Fenofibrate is a peroxisome proliferactor-activated receptor- (PPAR-) α agonist that is used to treat high triglycerides and low HDL or as adjunct to statin therapy. It regulates the expression of many genes that work against lipids, inflammation, angiogenesis, and cell apoptosis. Diabetic patients not only need to maximize glycemic control, but also to closely monitor and treat other systemic conditions including diabetic retinopathy. Studies have shown consistent beneficial effects with fenofibrate in slowing the progression of DR [146]. Fenofibrate treatment among patients with type 2 diabetes reduced the need for laser treatment for diabetic eye disease. The mechanism by which this happens remains unclear; however, it does not appear to be related to plasma lipid concentrations. The ACCORD Eye Study group involved a subset of 2,856 participants and analyzed the effects of the treatment strategies on blood vessels in the eye by identifying diabetic retinopathy progression over four years. According to their report, rates of progression of diabetic retinopathy were significantly reduced in the intensive glycaemic control group and in the fenofibrate group, but not in the intensive blood pressure control group [147]. Keech et al. in FIELD (Fenofibrate Intervention and Event Lowering in Diabetes) study have reported that fenofibrate could reduce the need for laser treatment in a large cohort of 9,795 type 2 diabetic patients. Fenofibrate reduced the frequency of laser treatment for macular edema by 31% and for proliferative retinopathy by 30%. In addition, in a substudy performed on patients in whom retinal status was graded by fundus photography, fenofibrate was able to reduce the progression of existing retinopathy [148]. Although this study has some limiting factors, the substantial benefits obtained from reducing the need for laser treatment argue for consideration of using fenofibrate in the management of diabetic retinopathy [149]. The FIELD findings are clearly important therapeutically, but the trial’s lasting contribution might be to provoke further research into underlying mechanisms of action of fenofibrate to improve endothelial function and reducing local inflammatory processes which could lead to new treatments of diabetic retinopathy.

5. Conclusion

The intent of this review is to provide better understanding of the complex molecular mechanisms and treatment modalities. At primary stage patients should be encouraged to keep a close eye on their blood pressure, duration of the disease, hyperlipidemia, metabolic control, and hypertension.

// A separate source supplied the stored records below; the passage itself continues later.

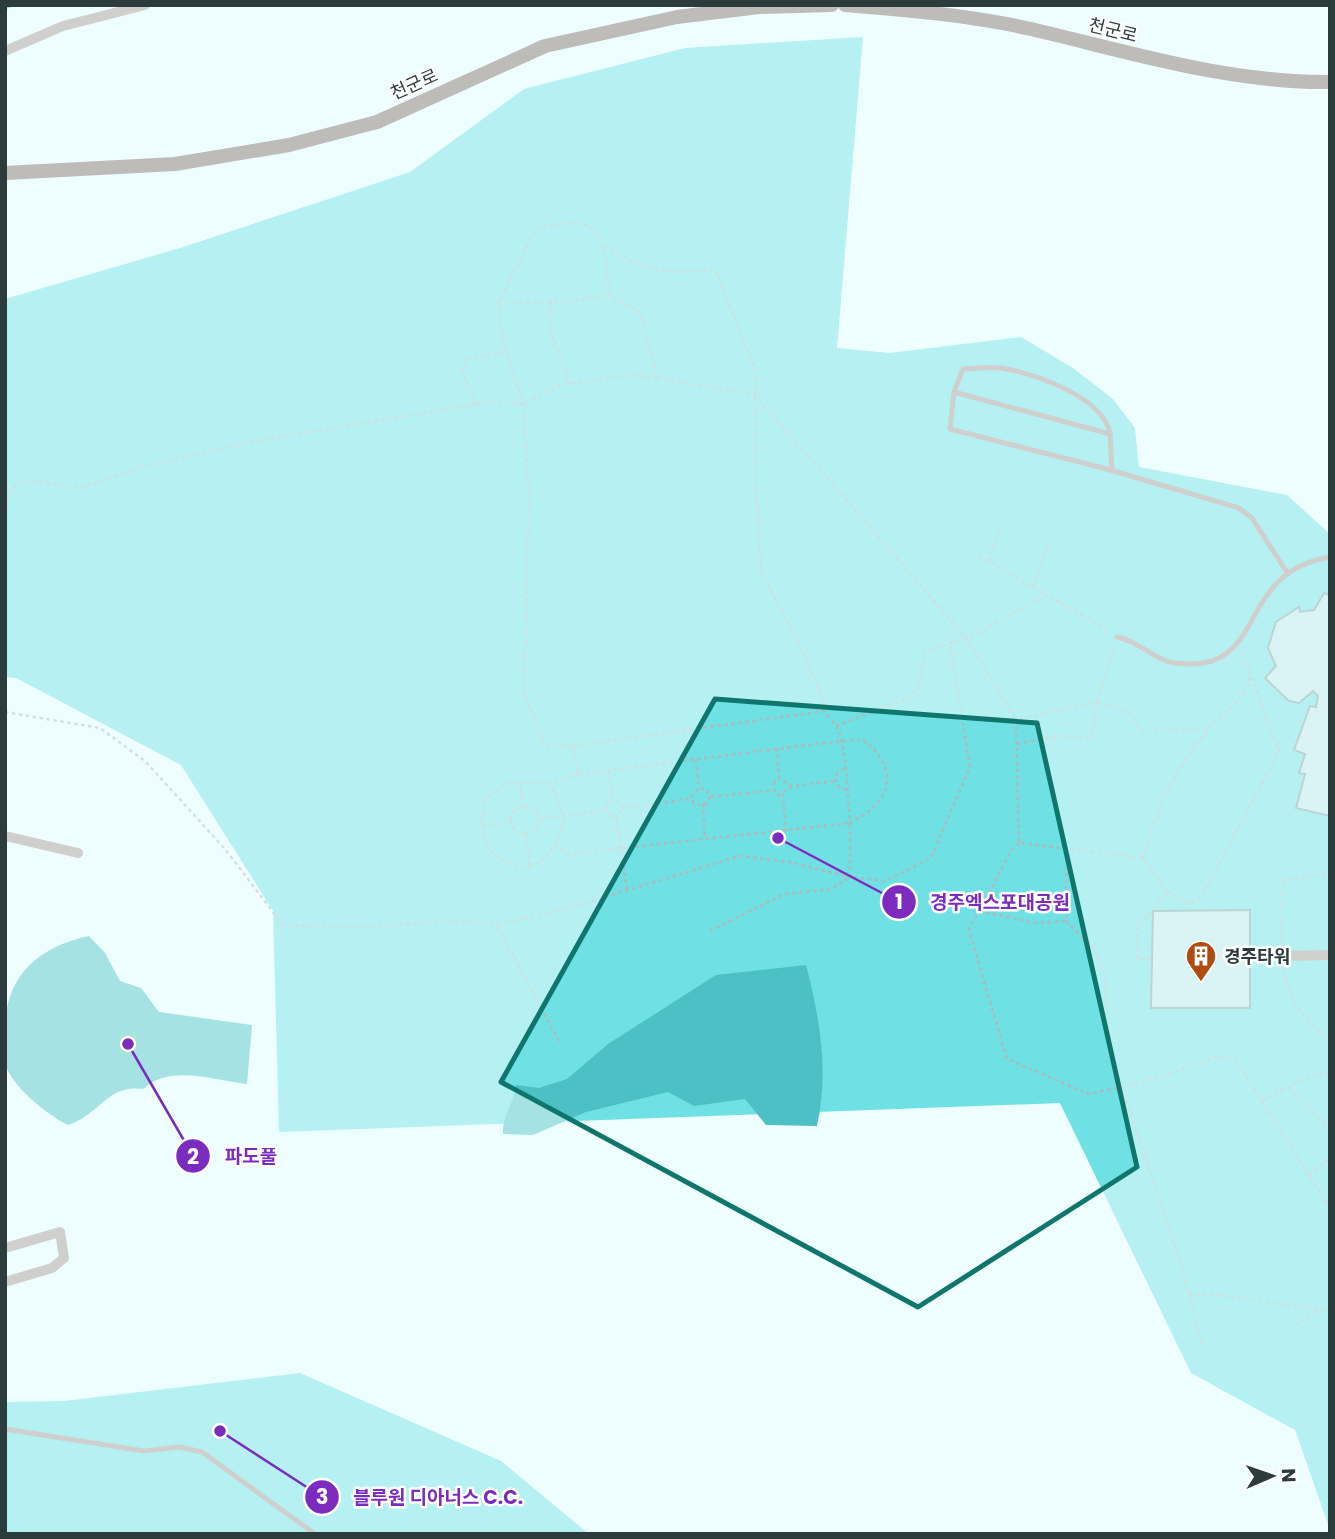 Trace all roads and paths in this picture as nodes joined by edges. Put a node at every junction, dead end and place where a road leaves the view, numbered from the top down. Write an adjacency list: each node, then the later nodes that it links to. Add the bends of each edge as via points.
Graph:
1 (145, 5): 4 (street, via 63,26)
2 (832, 5): 6 (street, 천군로, via 759,7 677,17 545,46 377,122 289,145 174,164)
3 (845, 5): 5 (street, 천군로, via 934,12 1028,29 1170,64 1270,80)
4 (5, 51)
5 (1330, 82)
6 (5, 173)
7 (605, 245): 8 (path); 10 (path, via 590,227 568,221 536,229); 15 (path, via 631,264 658,272 715,269 755,369)
8 (609, 295): 9 (path); 12 (path, via 640,313)
9 (551, 302): 10 (path); 13 (path, via 548,319 553,346)
10 (498, 303): 11 (path)
11 (506, 352): 16 (path, via 468,359 461,369); 17 (path)
12 (657, 378): 13 (path, via 635,375); 15 (path)
13 (569, 384): 17 (path)
14 (954, 392): 18 (lane); 18 (lane, via 963,369 1001,368 1044,380 1084,399 1109,426); 19 (lane, via 950,429)
15 (755, 395): 30 (path); 35 (path, via 761,571 799,642)
16 (476, 404): 17 (path); 20 (path, via 261,440 161,462 82,487 18,483 7,498)
17 (523, 404): 42 (path, via 529,495 524,691 545,747)
18 (1110, 434): 19 (lane)
19 (1112, 470): 26 (lane, via 1238,508 1252,518)
20 (5, 514)
21 (999, 531): 25 (path)
22 (1049, 541): 27 (path)
23 (979, 555): 25 (path)
24 (1330, 557): 26 (lane)
25 (989, 561): 27 (path)
26 (1288, 574): 31 (lane, via 1268,594)
27 (1033, 587): 28 (path)
28 (1047, 595): 29 (path); 30 (path)
29 (1117, 637): 31 (lane, via 1131,639 1160,658 1185,664 1221,656); 34 (path)
30 (967, 639): 32 (path); 37 (path)
31 (1239, 642): 33 (path)
32 (950, 643): 38 (path, via 925,652 918,690); 82 (path, via 970,767 931,859 885,881)
33 (1251, 676): 39 (path, via 1246,689); 84 (path, via 1279,751 1201,898 1189,904)
34 (1097, 702): 37 (path); 39 (path, via 1129,711 1141,731); 41 (path, via 1091,738 1057,736)
35 (825, 711): 38 (path); 42 (path)
36 (5, 712): 87 (path, via 100,727 145,761 225,849 283,925 360,927 463,921)
37 (1016, 720): 41 (path)
38 (836, 726): 40 (path)
39 (1209, 729): 79 (path, via 1170,782)
40 (841, 741): 43 (path); 45 (path); 67 (path, via 862,739 874,749 886,768 888,783 880,803)
41 (1017, 744): 74 (path)
42 (572, 746): 47 (path)
43 (777, 748): 44 (path); 48 (path)
44 (695, 759): 46 (path); 53 (path)
45 (844, 769): 49 (path, via 837,773); 55 (path)
46 (609, 771): 47 (path); 58 (path)
47 (579, 774): 51 (path)
48 (779, 778): 52 (path); 54 (path)
49 (836, 781): 52 (path); 55 (path)
50 (520, 783): 51 (path); 61 (path); 69 (path, via 508,783 486,798)
51 (549, 783): 64 (path)
52 (792, 786): 56 (path)
53 (699, 788): 57 (path, via 706,789); 59 (path)
54 (774, 790): 56 (path); 57 (path)
55 (846, 790): 67 (path)
56 (783, 794): 70 (path)
57 (710, 797): 60 (path)
58 (613, 799): 62 (path); 63 (path)
59 (690, 799): 60 (path); 62 (path)
60 (703, 804): 73 (path)
61 (524, 806): 66 (path, via 531,806); 68 (path, via 518,808)
62 (623, 808): 65 (path)
63 (605, 810): 64 (path); 65 (path)
64 (562, 816): 66 (path); 75 (path)
65 (617, 817): 76 (path)
66 (541, 819): 71 (path)
67 (850, 822): 70 (path); 82 (path)
68 (511, 823): 69 (path); 71 (path, via 515,831)
69 (482, 826): 80 (path, via 488,850 518,867)
70 (786, 831): 73 (path)
71 (526, 834): 80 (path)
72 (5, 836): 78 (street)
73 (705, 839): 76 (path)
74 (1019, 843): 77 (path); 85 (path)
75 (555, 845): 76 (path, via 569,854); 80 (path)
76 (620, 847): 83 (path)
77 (1067, 849): 79 (path); 86 (path)
78 (78, 853)
79 (1143, 858): 84 (path)
80 (530, 865)
81 (1330, 874): 91 (path, via 1283,880)
82 (850, 877): 83 (path, via 740,856); 88 (path, via 832,889 784,894)
83 (627, 891): 87 (path)
84 (1167, 892): 92 (path, via 1137,929 1138,959)
85 (979, 911): 86 (path, via 1036,923); 97 (path, via 969,930 1007,1059 1089,1094)
86 (1066, 921): 97 (path, via 1092,946 1104,971 1111,1051)
87 (497, 925): 94 (path)
88 (710, 931)
89 (1330, 955): 91 (street)
90 (1249, 956): 91 (path)
91 (1282, 956): 93 (path, via 1294,1001 1316,1032)
92 (1151, 959)
93 (1330, 1040)
94 (559, 1041)
95 (1330, 1072): 96 (path)
96 (1289, 1086): 98 (path); 99 (path)
97 (1122, 1087): 98 (path, via 1220,1056 1236,1060); 105 (path)
98 (1262, 1101): 101 (path)
99 (1330, 1131)
100 (1330, 1157): 101 (path)
101 (1309, 1175): 102 (path)
102 (1330, 1208)
103 (5, 1248): 104 (street, via 60,1232 64,1258 51,1268)
104 (5, 1282)
105 (1189, 1294): 106 (path); 109 (path)
106 (1318, 1309): 107 (path); 108 (path)
107 (1330, 1311)
108 (1295, 1325)
109 (1202, 1344)
110 (5, 1429): 111 (lane, via 144,1451 179,1447 202,1452)
111 (314, 1534) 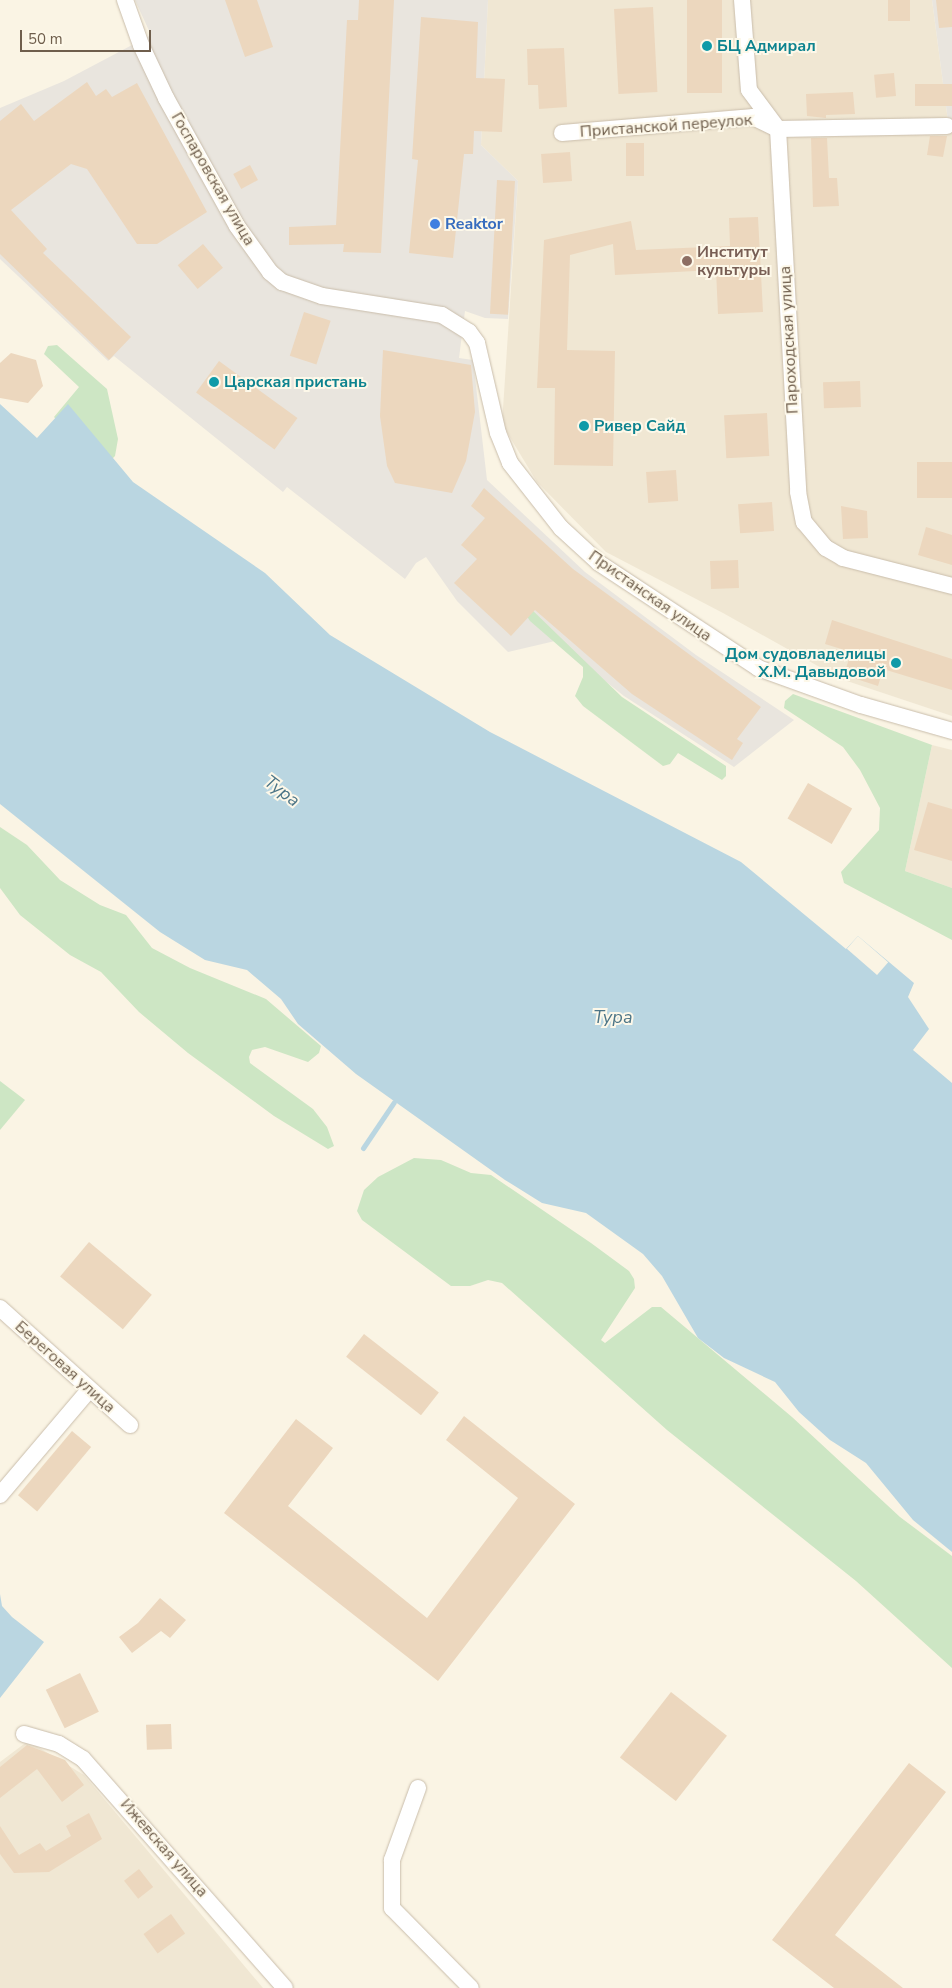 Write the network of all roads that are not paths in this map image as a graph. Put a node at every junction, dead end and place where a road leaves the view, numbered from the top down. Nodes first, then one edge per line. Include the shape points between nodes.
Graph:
1 (124, 0) edge
2 (742, 0) edge
3 (947, 126) dead end
4 (778, 129) junction
5 (562, 133) dead end
6 (469, 332) joint
7 (952, 586) edge
8 (952, 731) edge
9 (0, 1308) edge
10 (89, 1390) junction
11 (130, 1425) dead end
12 (0, 1495) edge
13 (24, 1734) dead end
14 (418, 1788) dead end
15 (286, 1988) edge
16 (471, 1988) edge

1 - 6 street, Госпаровская улица via 166,98 237,226 270,272 282,282 322,296 442,315
2 - 4 street via 749,90
3 - 4 street, Пристанской переулок
4 - 5 street, Пристанской переулок via 754,117
4 - 7 street, Пароходская улица via 798,492 804,522 826,548 843,558
6 - 8 street, Пристанская улица via 477,343 498,433 510,463 560,528 599,562 758,668 861,705
9 - 10 street, Береговая улица
10 - 11 street, Береговая улица
10 - 12 street
13 - 15 street, Ижевская улица via 59,1744 95,1770
14 - 16 street via 392,1860 392,1908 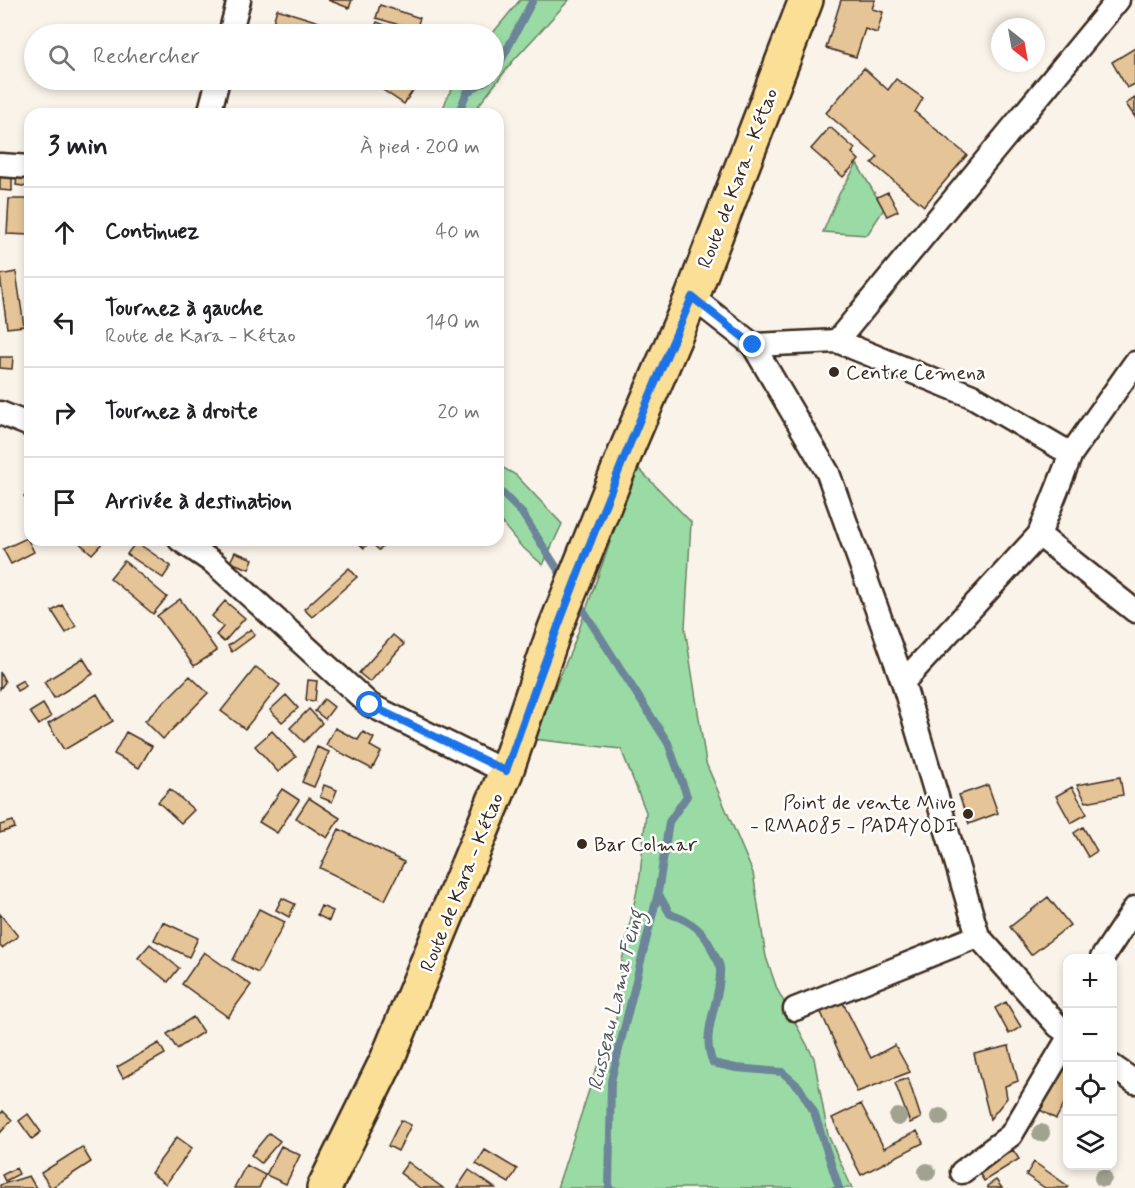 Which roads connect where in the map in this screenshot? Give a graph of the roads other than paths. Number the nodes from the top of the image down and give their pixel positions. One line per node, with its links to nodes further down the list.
1 (238, 0): 4 (street)
2 (806, 0): 9 (main road, Route de Kara - Kétao)
3 (1118, 0): 10 (street)
4 (232, 24)
5 (215, 90): 6 (street)
6 (211, 108)
7 (0, 165): 8 (street)
8 (24, 167)
9 (692, 297): 11 (street); 20 (main road, Route de Kara - Kétao)
10 (837, 341): 11 (street); 15 (street)
11 (753, 345): 19 (street)
12 (1135, 363): 15 (street)
13 (0, 413): 14 (street)
14 (24, 423)
15 (1071, 454): 16 (street)
16 (1039, 535): 18 (street); 19 (street)
17 (189, 546): 20 (street)
18 (1135, 611)
19 (903, 682): 22 (street)
20 (506, 771): 30 (main road, Route de Kara - Kétao)
21 (1135, 908): 23 (street)
22 (978, 936): 24 (street); 25 (street)
23 (1105, 954)
24 (795, 1009)
25 (1063, 1026)
26 (1063, 1032): 29 (street)
27 (1117, 1069): 28 (street)
28 (1135, 1082)
29 (962, 1172)
30 (324, 1188)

To reduce and restore the vision loss, scatter laser photocoagulation or vitrectomy surgery can be employed. At the proliferative stages of the disease, the therapeutic interventions are effective in reducing visual loss; however, once DR develops, additional mechanisms, including hypoxia-induced VEGF production, contribute to retinal disease progression. Vascular endothelial growth factor is the most well-studied component of the mechanisms involved in the diabetic retinopathy and anti-VEGF therapies. Systemic therapeutic interventions targeting VEGF would be intravitreally administered so as to avoid the development of impaired angiogenesis in other organs. Hyperglycaemia induced de novo synthesis of DAG in vascular cells leads to selective activation of PKC isozymes, especially PKC-b, which in turn phosphorylate proteins involved in endothelial function and neovascularisation. These changes activate intracellular signaling proteins such as PKC, PKB, AGE, and MAPK which are finally culminating in pathological induction of transcription factors such as NF-B and AP-1. After reviewing these as well as data in the literature, it is evident that each of the four main mechanisms implicated in the pathogenesis of diabetic complications reflects a single hyperglycaemia-induced process and pathogenetic mechanisms involved in diabetic retinopathy are interactive and interdependent. Therefore, within the near future pharmacologic treatment strategies may include multiple pharmacological agents, targeted simultaneously to block multiple pathways. This will probably be available for treating and preventing the progression of DR after further potential clinical trials.

Conflict of Interests

There is no conflict of interests among the contributing authors.


This work was supported by UMRG Grants RG528-13HTM and UM.C/625/1/HIR/085, University of Malaya.